Literature DB >> 9499665

A single high dose of idarubicin combined with high-dose ARA-C (MSKCC ALL-3 protocol) in adult and pediatric patients with acute lymphoblastic leukemia. Experience at the University "La Sapienza" of Rome.

A M Testi1, M L Moleti, F Giona, L Annino, S Chiaretti, I Del Giudice, E Todisco, G D'Elia, A Ferrari, W Arcese, F Mandelli.   

Abstract

BACKGROUND AND
OBJECTIVE: The anthracycline analogue idarubicin, either alone or in combination with other antineoplastic drugs, has shown antileukemic activity in relapsed and refractory acute lymphoblastic leukemia (ALL). In an attempt to minimize the non-hematologic toxicity and obtain a potent antileukemic effect, MSKCC activated a pilot study in previously treated adult ALL, using HD-ARA-C combined with idarubicin administered as a single high-dose infusion. We herein report our experience with a series of pediatric and adult high risk ALL and NHL patients treated with the protocol above, which confirms its feasibility, response rate and individual compliance.
METHODS: In a clinical phase II study, the combination of a single high dose (HD) of idarubicin and HD cytosine-arabinoside (ARA-C), as designed at the Memorial Sloan Kettering Cancer Center, was applied to 70 adults and children with refractory or early relapse acute lymphoblastic leukemia (ALL) and T-cell lymphoblastic non-Hodgkin's lymphoma (NHL). Therapy consisted of HD-ARA-C 3 g/m2/d on days 1-5, idarubicin 40 mg/m2 on day 3, prophylactic intrathecal methotrexate on days 1 and 4, and G-CSF 5 mg/kg/d s.c. from day 7 to hematopoietic reconstitution (PMN > 0.5 x 10(9)/L).
RESULTS: Fifty-five of the 70 patients (78%) achieved complete remission (CR), four died in aplasia due to infection and 11 were non-responders. Recovery of blood counts occurred at a median of 21 days from the start of treatment. Non-hematologic side effects were extremely limited and consisted predominantly of infections.

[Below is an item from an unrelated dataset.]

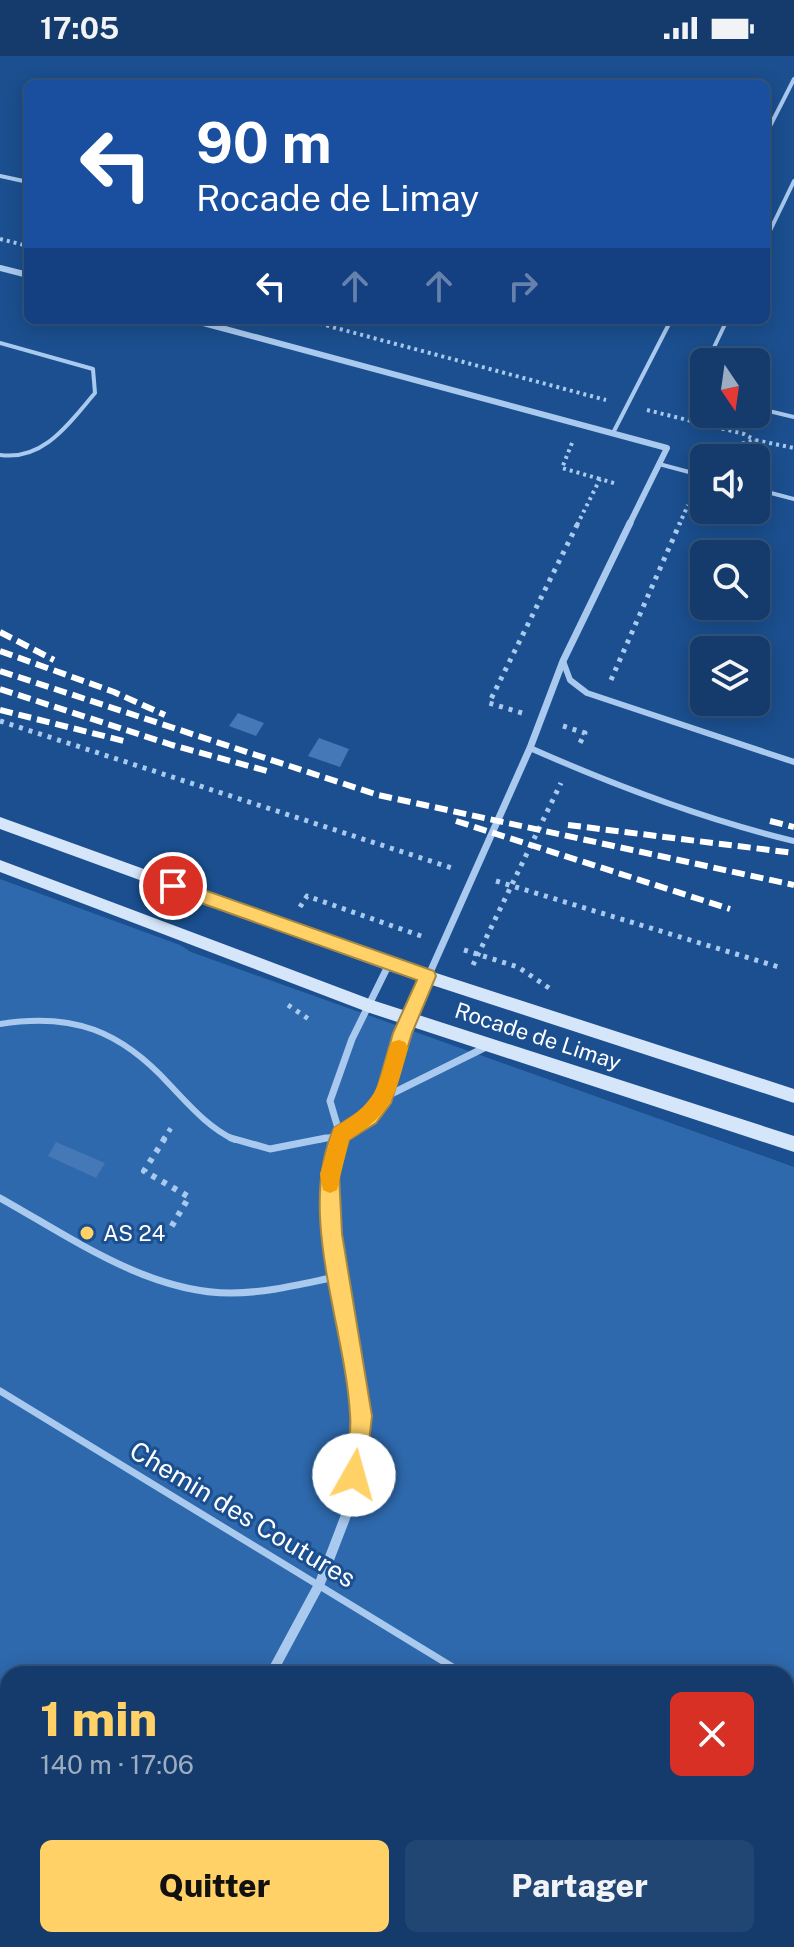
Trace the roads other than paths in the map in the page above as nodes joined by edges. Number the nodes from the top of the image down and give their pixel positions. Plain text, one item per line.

INTERPRETATION AND
CONCLUSIONS: In view of the highly unfavorable series of patients selected, this study confirms the feasibility and antileukemic activity of the HD-idarubicin + HD-ARA-C combination in patients with refractory and early relapse ALL and NHL. The excellent tolerance to this regimen does not preclude bone marrow transplantation as post-remission treatment.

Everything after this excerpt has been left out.